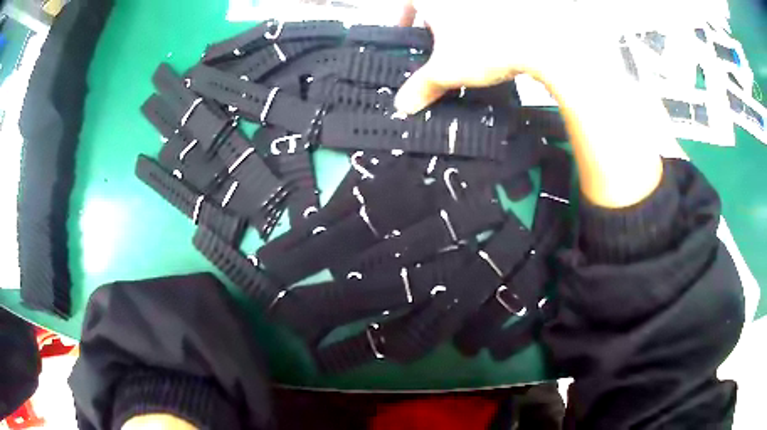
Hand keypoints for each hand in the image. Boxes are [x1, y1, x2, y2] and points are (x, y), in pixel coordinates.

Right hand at [395, 0, 665, 208]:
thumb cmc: (488, 47)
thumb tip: (402, 105)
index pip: (408, 1)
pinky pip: (492, 15)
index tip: (407, 32)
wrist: (543, 42)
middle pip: (440, 5)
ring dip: (462, 24)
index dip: (403, 16)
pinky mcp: (513, 9)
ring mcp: (487, 2)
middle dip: (435, 22)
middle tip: (438, 43)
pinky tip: (497, 43)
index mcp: (437, 0)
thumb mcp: (448, 70)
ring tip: (469, 46)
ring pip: (466, 9)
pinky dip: (488, 26)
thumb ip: (422, 86)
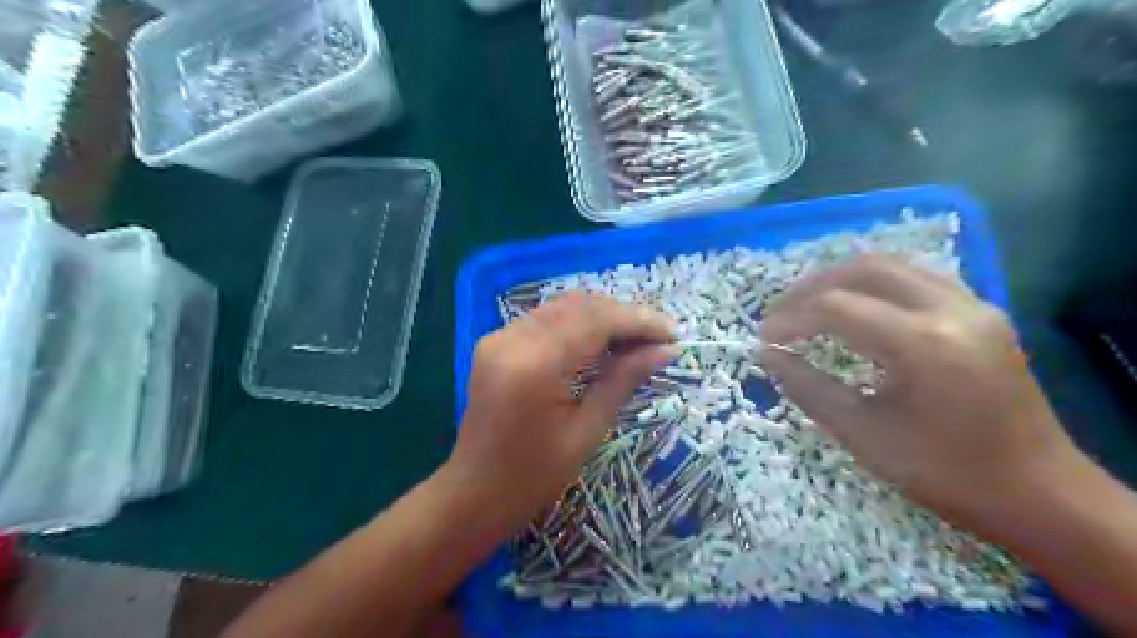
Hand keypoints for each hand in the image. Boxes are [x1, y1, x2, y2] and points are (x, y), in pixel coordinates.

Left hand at [443, 292, 672, 532]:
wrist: (474, 492)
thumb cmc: (534, 476)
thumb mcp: (587, 431)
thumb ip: (623, 380)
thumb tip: (665, 350)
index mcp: (535, 365)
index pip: (596, 321)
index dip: (638, 321)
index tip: (673, 333)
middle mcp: (512, 339)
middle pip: (579, 305)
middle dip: (623, 315)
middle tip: (658, 338)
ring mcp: (499, 337)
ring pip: (562, 306)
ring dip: (602, 316)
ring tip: (636, 339)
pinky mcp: (496, 342)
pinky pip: (545, 319)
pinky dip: (578, 323)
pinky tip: (601, 342)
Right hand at [758, 257, 1076, 529]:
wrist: (1039, 493)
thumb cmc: (944, 473)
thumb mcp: (863, 434)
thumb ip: (808, 387)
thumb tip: (768, 356)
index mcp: (922, 344)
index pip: (835, 308)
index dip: (790, 318)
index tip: (763, 339)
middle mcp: (951, 309)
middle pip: (863, 269)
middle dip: (811, 287)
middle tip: (781, 313)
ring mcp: (972, 305)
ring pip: (891, 266)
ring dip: (841, 279)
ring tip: (808, 305)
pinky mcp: (981, 311)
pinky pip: (914, 278)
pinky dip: (873, 284)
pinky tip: (853, 307)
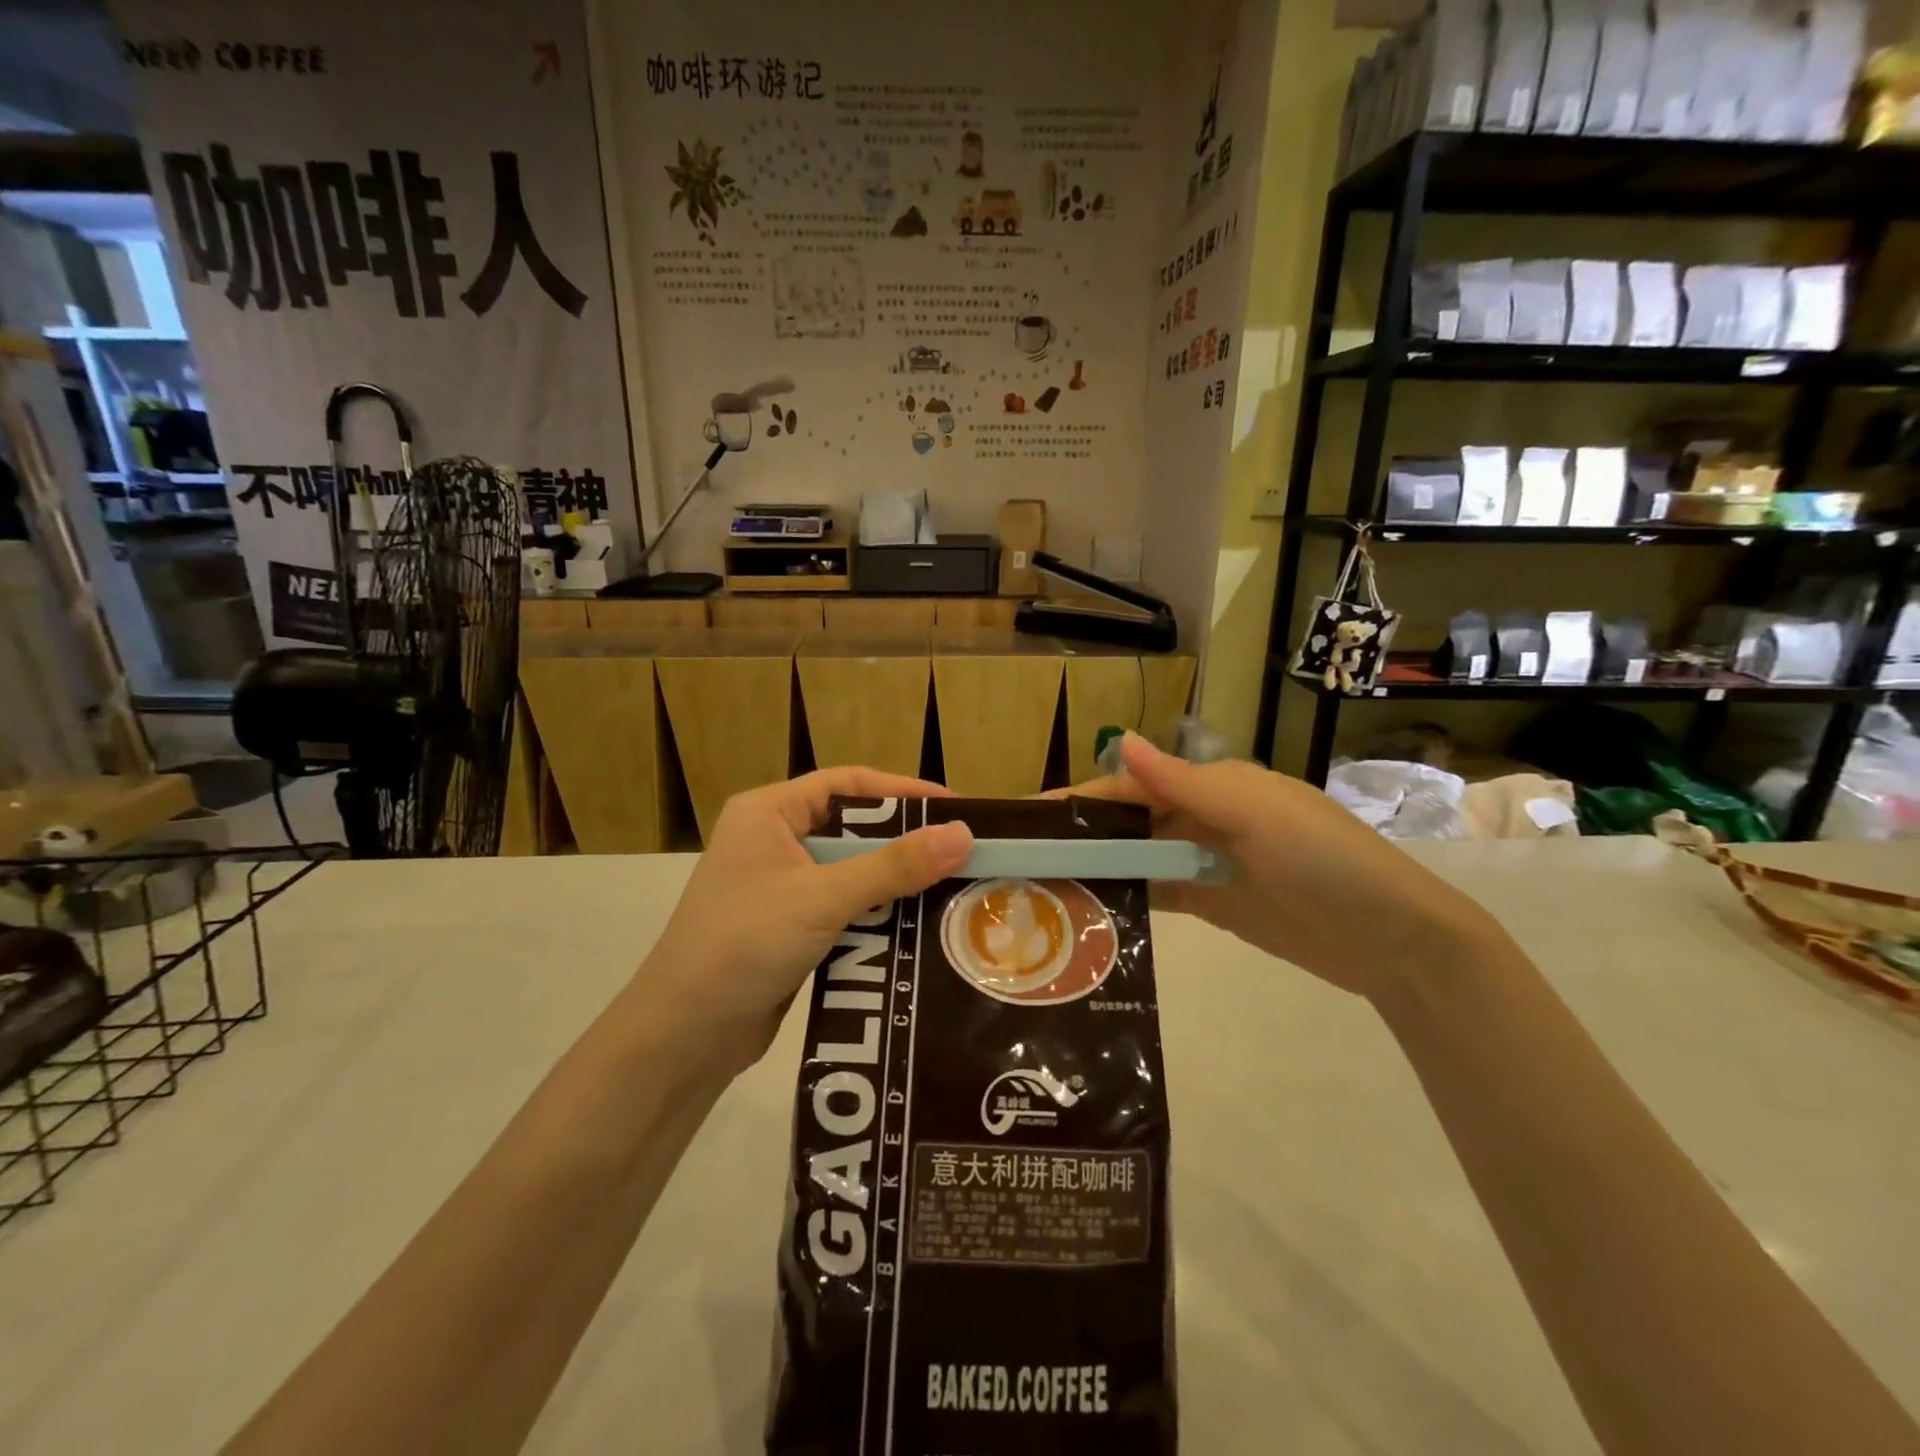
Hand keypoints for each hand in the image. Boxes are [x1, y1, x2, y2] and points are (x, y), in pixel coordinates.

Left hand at [639, 768, 972, 1070]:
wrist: (682, 1036)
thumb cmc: (744, 944)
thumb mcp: (823, 897)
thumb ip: (894, 866)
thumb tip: (963, 834)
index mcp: (769, 812)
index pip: (848, 784)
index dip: (903, 791)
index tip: (956, 808)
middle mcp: (774, 840)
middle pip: (854, 828)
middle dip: (905, 842)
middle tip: (962, 853)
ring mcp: (780, 886)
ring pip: (852, 871)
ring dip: (895, 882)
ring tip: (953, 889)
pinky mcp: (788, 927)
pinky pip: (844, 908)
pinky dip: (877, 914)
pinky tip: (917, 927)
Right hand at [1069, 735, 1503, 999]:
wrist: (1391, 939)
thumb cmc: (1322, 859)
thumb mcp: (1252, 812)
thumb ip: (1181, 782)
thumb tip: (1118, 737)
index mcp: (1213, 784)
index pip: (1133, 784)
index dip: (1083, 797)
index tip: (1032, 816)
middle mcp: (1205, 817)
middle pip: (1131, 820)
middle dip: (1084, 833)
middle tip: (1026, 858)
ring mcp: (1208, 862)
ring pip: (1141, 856)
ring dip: (1101, 866)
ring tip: (1046, 886)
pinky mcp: (1214, 903)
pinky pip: (1160, 893)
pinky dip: (1128, 896)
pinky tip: (1093, 909)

■ **Your instructions**: With the pictures omitted, print the lines above exactly, beginning at the line with "pinky dip: (488, 26)" and going on through the line with "middle pip: (1131, 820)".

■ **Task answer**:
pinky dip: (488, 26)
thumb ip: (422, 86)
Hand keypoints for each hand in the image. Boxes are [x1, y1, x2, y2] and points are (x, y), in pixel coordinates.

Left hand at [443, 292, 672, 532]:
wrist: (474, 492)
thumb cmc: (534, 476)
thumb mcp: (587, 431)
thumb ip: (623, 380)
thumb tip: (665, 350)
index mcp: (535, 365)
index pip: (596, 321)
index dip: (638, 321)
index tip: (673, 333)
middle mcp: (512, 339)
middle pip: (579, 305)
middle dip: (623, 315)
middle tip: (658, 338)
ring mcp: (499, 337)
ring pip: (562, 306)
ring dip: (602, 316)
ring tip: (636, 339)
pinky mcp: (496, 342)
pinky pip: (545, 319)
pinky dip: (578, 323)
pinky tip: (601, 342)
Right hand at [758, 257, 1076, 529]:
wrist: (1039, 493)
thumb cmc: (944, 473)
thumb mcp: (863, 434)
thumb ip: (808, 387)
thumb tip: (768, 356)
index mcp: (922, 344)
index pip: (835, 308)
index dip: (790, 318)
index tip: (763, 339)
middle mcp: (951, 309)
middle pip: (863, 269)
middle dip: (811, 287)
middle tip: (781, 313)
ring mcp: (972, 305)
ring pip: (891, 266)
ring dip: (841, 279)
ring tip: (808, 305)
pinky mcp: (981, 311)
pinky pip: (914, 278)
pinky dip: (873, 284)
pinky tip: (853, 307)
Hand keypoints for each hand in the image. Boxes are [x1, y1, x2, y2] and points are (x, y), in pixel coordinates.

Left hand at [639, 768, 972, 1070]:
wrist: (682, 1036)
thumb cmc: (744, 944)
thumb mcp: (823, 897)
thumb ip: (894, 866)
thumb tip: (963, 834)
index mcp: (769, 812)
index pip: (848, 784)
index dip: (903, 791)
index tip: (956, 808)
middle mcp: (774, 840)
middle pip: (854, 828)
middle dip: (905, 842)
middle tip: (962, 853)
ring mcp: (780, 886)
ring pip: (852, 871)
ring dip: (895, 882)
ring tip: (953, 889)
pinky mcp: (788, 927)
pinky pip: (844, 908)
pinky dip: (877, 914)
pinky tip: (917, 927)
Right hand at [1069, 735, 1503, 999]:
wrist: (1391, 939)
thumb cmc: (1322, 859)
thumb mcp: (1252, 812)
thumb ip: (1181, 782)
thumb tip: (1118, 737)
index mcp: (1213, 784)
index pip: (1133, 784)
index dip: (1083, 797)
index tip: (1032, 816)
middle mcp: (1205, 817)
middle pip: (1131, 820)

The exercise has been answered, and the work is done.